EXERCISE DIRECTIONS => When the string "edges" appears in a line of the records, show the whole line.

--- PROVIDED RECORDS Enclosed Below ---

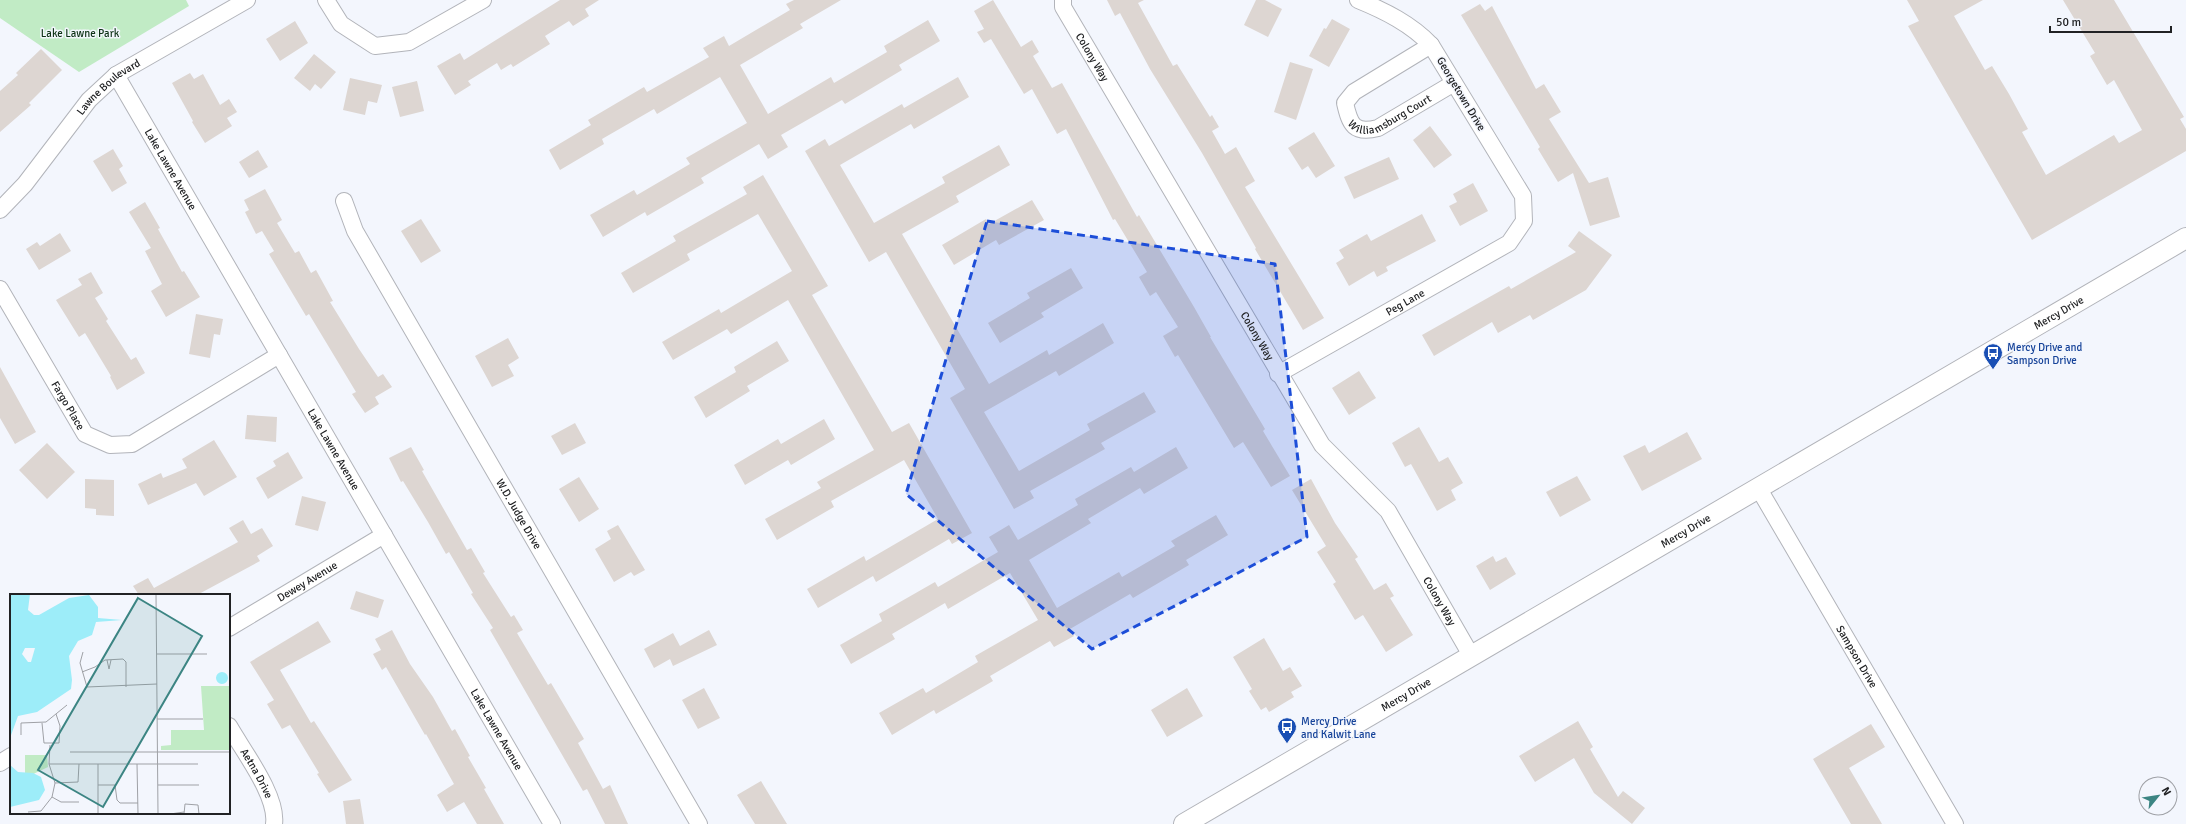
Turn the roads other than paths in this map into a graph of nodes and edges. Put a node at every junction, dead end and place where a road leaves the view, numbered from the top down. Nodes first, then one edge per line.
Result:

--- End of Enclosed PROVIDED RECORDS ---
--- PROVIDED RECORDS Enclosed Below ---

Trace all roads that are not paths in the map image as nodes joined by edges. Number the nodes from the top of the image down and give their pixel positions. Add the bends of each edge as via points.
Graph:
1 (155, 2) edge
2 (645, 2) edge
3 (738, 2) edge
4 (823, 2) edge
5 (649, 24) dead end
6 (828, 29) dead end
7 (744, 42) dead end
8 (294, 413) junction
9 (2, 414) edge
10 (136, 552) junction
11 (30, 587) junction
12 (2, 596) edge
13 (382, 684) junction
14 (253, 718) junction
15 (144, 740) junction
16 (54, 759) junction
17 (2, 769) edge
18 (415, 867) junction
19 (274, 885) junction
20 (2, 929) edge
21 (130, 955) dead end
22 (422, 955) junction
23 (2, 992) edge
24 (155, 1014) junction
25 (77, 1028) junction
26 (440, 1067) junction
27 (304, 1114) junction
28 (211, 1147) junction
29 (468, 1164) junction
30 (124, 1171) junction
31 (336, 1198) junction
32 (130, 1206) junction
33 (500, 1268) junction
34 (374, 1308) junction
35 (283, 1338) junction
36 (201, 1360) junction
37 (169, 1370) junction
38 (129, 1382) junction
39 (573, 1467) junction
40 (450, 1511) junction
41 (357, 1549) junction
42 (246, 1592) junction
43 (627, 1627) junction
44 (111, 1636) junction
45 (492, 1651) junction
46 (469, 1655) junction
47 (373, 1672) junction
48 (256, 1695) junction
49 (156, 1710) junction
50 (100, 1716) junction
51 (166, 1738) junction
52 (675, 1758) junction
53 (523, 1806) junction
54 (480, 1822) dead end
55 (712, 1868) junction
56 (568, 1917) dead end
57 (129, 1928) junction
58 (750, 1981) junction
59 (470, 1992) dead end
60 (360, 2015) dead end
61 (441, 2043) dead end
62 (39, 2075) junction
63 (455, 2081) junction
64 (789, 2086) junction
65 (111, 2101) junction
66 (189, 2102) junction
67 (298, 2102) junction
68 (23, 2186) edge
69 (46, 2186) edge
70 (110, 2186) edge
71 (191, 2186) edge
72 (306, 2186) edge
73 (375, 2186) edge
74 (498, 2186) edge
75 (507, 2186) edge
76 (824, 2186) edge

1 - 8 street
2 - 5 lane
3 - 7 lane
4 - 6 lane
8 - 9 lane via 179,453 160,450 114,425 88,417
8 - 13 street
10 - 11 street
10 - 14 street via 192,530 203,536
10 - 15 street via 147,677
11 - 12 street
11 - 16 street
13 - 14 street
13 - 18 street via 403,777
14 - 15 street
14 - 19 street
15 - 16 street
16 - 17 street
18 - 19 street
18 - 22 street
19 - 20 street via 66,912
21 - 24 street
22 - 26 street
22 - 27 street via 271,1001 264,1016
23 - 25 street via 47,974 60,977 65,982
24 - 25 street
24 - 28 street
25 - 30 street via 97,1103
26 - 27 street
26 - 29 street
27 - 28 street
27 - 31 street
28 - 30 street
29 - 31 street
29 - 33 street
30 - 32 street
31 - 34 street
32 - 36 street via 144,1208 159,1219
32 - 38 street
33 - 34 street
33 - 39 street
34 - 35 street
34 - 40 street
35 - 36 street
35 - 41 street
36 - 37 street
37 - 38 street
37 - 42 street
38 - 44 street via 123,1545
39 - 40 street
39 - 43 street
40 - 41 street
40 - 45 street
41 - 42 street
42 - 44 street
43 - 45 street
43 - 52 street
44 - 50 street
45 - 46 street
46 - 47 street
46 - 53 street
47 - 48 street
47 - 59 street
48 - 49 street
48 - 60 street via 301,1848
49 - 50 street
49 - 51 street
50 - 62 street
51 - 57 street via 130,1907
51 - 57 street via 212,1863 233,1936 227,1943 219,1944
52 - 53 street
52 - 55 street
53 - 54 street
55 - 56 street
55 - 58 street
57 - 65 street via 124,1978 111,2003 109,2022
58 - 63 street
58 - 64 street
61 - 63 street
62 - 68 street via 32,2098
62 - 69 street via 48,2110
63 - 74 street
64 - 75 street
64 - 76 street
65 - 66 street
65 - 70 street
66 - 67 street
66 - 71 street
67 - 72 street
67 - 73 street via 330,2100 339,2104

--- End of Enclosed PROVIDED RECORDS ---

RESPONSE TO THIS EXERCISE =>
Turn the roads other than paths in this map into a graph of nodes and edges. Put a node at every junction, dead end and place where a road leaves the view, numbered from the top down. Nodes first, then one edge per line.
Trace all roads that are not paths in the map image as nodes joined by edges. Number the nodes from the top of the image down and give their pixel positions. Add the bends of each edge as via points.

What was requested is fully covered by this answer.